**SUPPLIED DATA:**

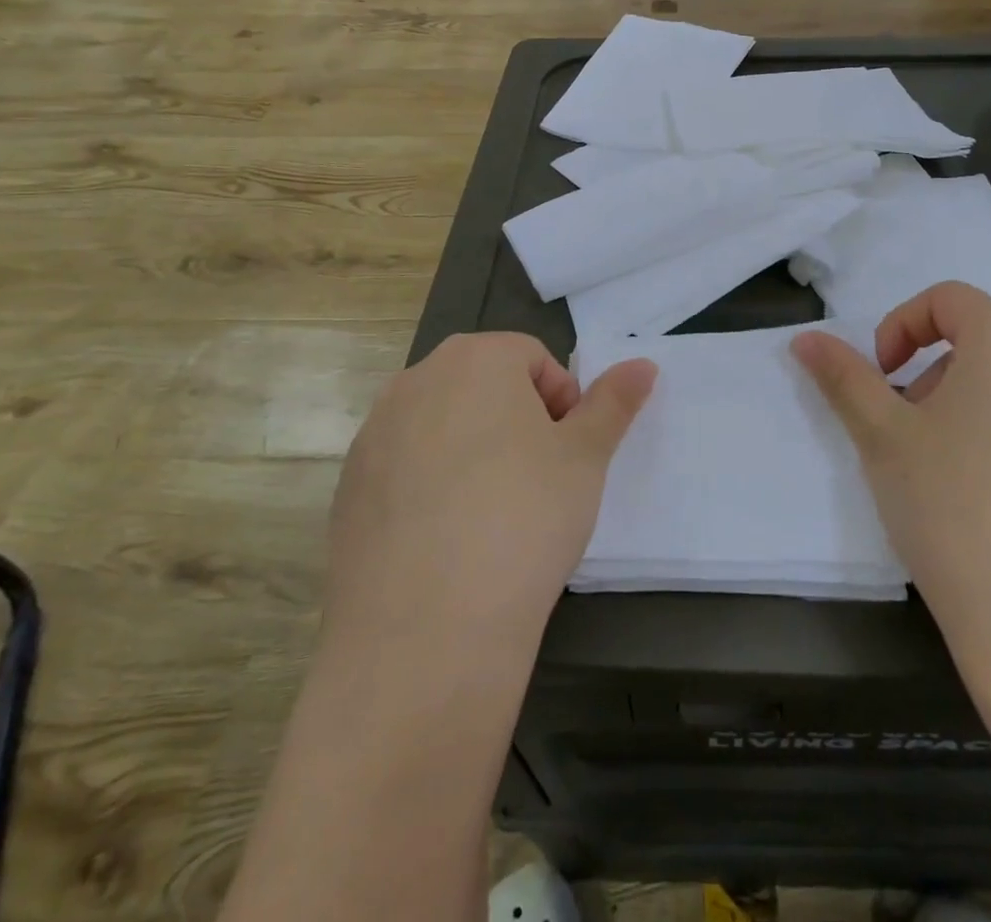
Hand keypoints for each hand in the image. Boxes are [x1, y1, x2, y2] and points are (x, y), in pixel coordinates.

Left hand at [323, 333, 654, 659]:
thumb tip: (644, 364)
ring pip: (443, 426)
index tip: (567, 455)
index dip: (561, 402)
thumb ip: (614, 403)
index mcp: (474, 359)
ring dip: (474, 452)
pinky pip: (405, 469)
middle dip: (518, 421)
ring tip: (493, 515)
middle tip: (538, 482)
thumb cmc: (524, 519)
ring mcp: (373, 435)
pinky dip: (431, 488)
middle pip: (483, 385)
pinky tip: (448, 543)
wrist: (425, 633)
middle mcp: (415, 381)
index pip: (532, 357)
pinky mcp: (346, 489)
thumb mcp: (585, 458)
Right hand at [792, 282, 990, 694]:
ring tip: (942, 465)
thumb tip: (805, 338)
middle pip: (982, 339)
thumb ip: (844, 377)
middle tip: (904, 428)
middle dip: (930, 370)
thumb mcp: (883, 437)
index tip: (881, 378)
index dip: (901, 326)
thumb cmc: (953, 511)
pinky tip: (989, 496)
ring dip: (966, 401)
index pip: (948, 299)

**WORK ORDER:**
The whole listing is to be written out exactly; the pictures stay out of the copy.

**RESPONSE FOR THIS EXERCISE:**
Hand keypoints for each hand in the image. Boxes are [x1, y1, x2, y2] and points are (x, y), in pixel coordinates.

Left hand at [323, 333, 654, 659]:
thumb tip: (644, 364)
ring pip: (443, 426)
index tip: (567, 455)
index dip: (561, 402)
thumb ip: (614, 403)
index mcp: (474, 359)
ring dip: (474, 452)
pinky pip: (405, 469)
middle dip: (518, 421)
ring tip: (493, 515)
middle tip: (538, 482)
thumb cmc: (524, 519)
ring mcp: (373, 435)
pinky dip: (431, 488)
middle pip: (483, 385)
pinky tip: (448, 543)
wrist: (425, 633)
middle mcp: (415, 381)
index pip: (532, 357)
pinky mcp: (346, 489)
thumb mcp: (585, 458)
Right hand at [792, 282, 990, 694]:
ring tip: (942, 465)
thumb tip: (805, 338)
middle pip: (982, 339)
thumb ip: (844, 377)
middle tip: (904, 428)
middle dip: (930, 370)
thumb mcp: (883, 437)
index tip: (881, 378)
index dip: (901, 326)
thumb cmc: (953, 511)
pinky tip: (989, 496)
ring dip: (966, 401)
index pip: (948, 299)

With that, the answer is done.